1913 Nobel Prize in Physiology or Medicine
Reason for Award
for elucidating the mechanisms and dangers of anaphylaxis (acute hypersensitivity reactions)
Laureates
France
Explanation
Our bodies have a defense system called immunity that pushes out germs and viruses. Sometimes, however, the immune system reacts far too strongly and becomes dangerous. Richet discovered that when he injected dogs with a protein twice, the second shot caused a severe shock. He named this frightening reaction “anaphylaxis,” showing that people and animals can suffer serious allergy-like attacks. Thanks to his findings, doctors began to think about treatments and safety steps to protect us.
Related Keywords
anaphylaxis
A systemic immediate hypersensitivity reaction that appears within minutes to hours after re-exposure to a specific antigen. Rapid progression of hypotension, airway edema, urticaria, and gastrointestinal symptoms may lead to death without prompt treatment. Although typically IgE-dependent, non-IgE mechanisms involving complement or direct mast-cell activation also exist. Intramuscular adrenaline is the first-line therapy, accompanied by airway management and fluid resuscitation. Major triggers include foods, drugs, and Hymenoptera venom; recent reports implicate immunotherapies and biologics as well.
IgE antibody
A class of immunoglobulin that binds with high affinity to FcεRI receptors on mast cells and basophils. Antigen-induced cross-linking triggers intracellular signaling and release of histamine and cytokines. Although serum levels are low compared with other classes, IgE correlates with allergy severity. Identified in 1966 by the Ishizakas, it marked a turning point in understanding anaphylaxis. Anti-IgE therapy (omalizumab) is now used for asthma and urticaria.
histamine
A biogenic amine derived from histidine and stored in high concentrations within mast-cell and basophil granules. Via the H1 receptor it induces vasodilation, increased vascular permeability, and smooth-muscle contraction, driving key anaphylactic symptoms. First pharmacologically characterized by Dale in 1927, it led to the creation of antihistamines. Four histamine receptors are now known, mediating gastric acid secretion and CNS functions as well. Clinically, histamine metabolites together with serum tryptase help confirm anaphylaxis.

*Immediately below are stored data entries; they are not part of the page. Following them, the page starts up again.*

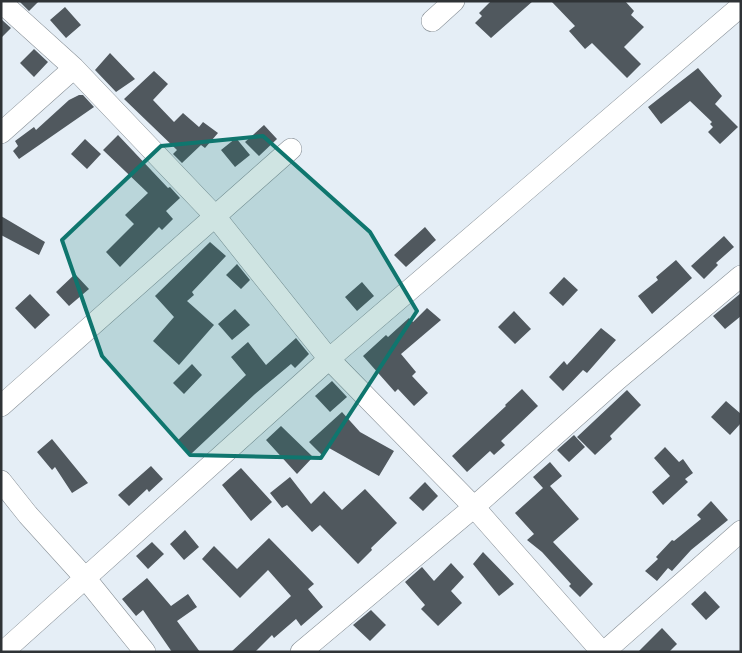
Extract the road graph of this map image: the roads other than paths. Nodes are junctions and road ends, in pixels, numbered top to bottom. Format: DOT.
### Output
graph roads {
  1 [pos="454,1"];
  2 [pos="1,2"];
  3 [pos="741,6"];
  4 [pos="432,21"];
  5 [pos="74,68"];
  6 [pos="1,133"];
  7 [pos="291,148"];
  8 [pos="214,215"];
  9 [pos="741,276"];
  10 [pos="329,360"];
  11 [pos="1,406"];
  12 [pos="1,481"];
  13 [pos="474,507"];
  14 [pos="741,530"];
  15 [pos="86,579"];
  16 [pos="3,652"];
  17 [pos="145,652"];
  18 [pos="301,652"];
  19 [pos="603,652"];
  1 -- 4 [label="street"];
  2 -- 5 [label="street"];
  3 -- 10 [label="street"];
  5 -- 6 [label="street"];
  5 -- 8 [label="street"];
  7 -- 8 [label="street"];
  8 -- 10 [label="street"];
  8 -- 11 [label="street"];
  9 -- 13 [label="street"];
  10 -- 13 [label="street"];
  10 -- 15 [label="street"];
  12 -- 15 [label="street"];
  13 -- 18 [label="street"];
  13 -- 19 [label="street"];
  14 -- 19 [label="street"];
  15 -- 16 [label="street"];
  15 -- 17 [label="street"];
}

immediate hypersensitivity
Corresponds to Type I in the Gell & Coombs classification, occurring within minutes after antigen binding. Mediator release from mast cells and Th2 cytokines are central, encompassing anaphylaxis, urticaria, and allergic rhinitis. Sensitization involves IL-4/IL-13-dependent class switching to IgE. During elicitation, histamine, leukotrienes, and prostaglandin D2 drive immediate symptoms, while eosinophil infiltration produces late-phase effects. Recent work highlights the interplay of genetic factors (e.g., FLG mutations, HLA alleles) and environmental changes (reduced microbiome diversity).
mast cell
A bone-marrow-derived immune cell resident in tissues that contains numerous granules. Degranulation is triggered by IgE cross-linking, complement fragments, or mechanical stimuli, releasing histamine and tryptase. Expresses CD117 (c-kit), and its function is modulated by tyrosine-kinase inhibitors like imatinib. Unlike short-lived basophils, mast cells are long-lived and participate in tissue repair, but their hyperactivation is lethal in anaphylaxis. In systemic mastocytosis, clonal expansion markedly raises anaphylactic risk.
allergic shock
An older term for anaphylaxis, describing a shock condition in which rapid vasodilation and plasma leakage deplete circulating volume. A “high-risk” variant lacks preceding skin signs, delaying diagnosis. WHO guidelines focus on a systolic blood pressure below 90 mmHg or age-specific thresholds. Adrenaline administration takes priority; in patients on β-blockers, higher doses or adjunctive vasopressin may be required. Fluid-refractory cases call for continuous IV adrenaline or additional noradrenaline.
desensitization
A procedure in which minute antigen doses are gradually increased to transiently reduce mast-cell reactivity. Used for life-saving administration of penicillin or certain chemotherapeutic drugs in allergic patients. Proposed mechanisms include FcεRI internalization and down-regulation of signaling molecules. It represents an intentional manipulation opposite to Richet’s observation that even tiny antigen amounts can provoke shock. Ongoing exposure is required to maintain tolerance; discontinuation re-establishes sensitization.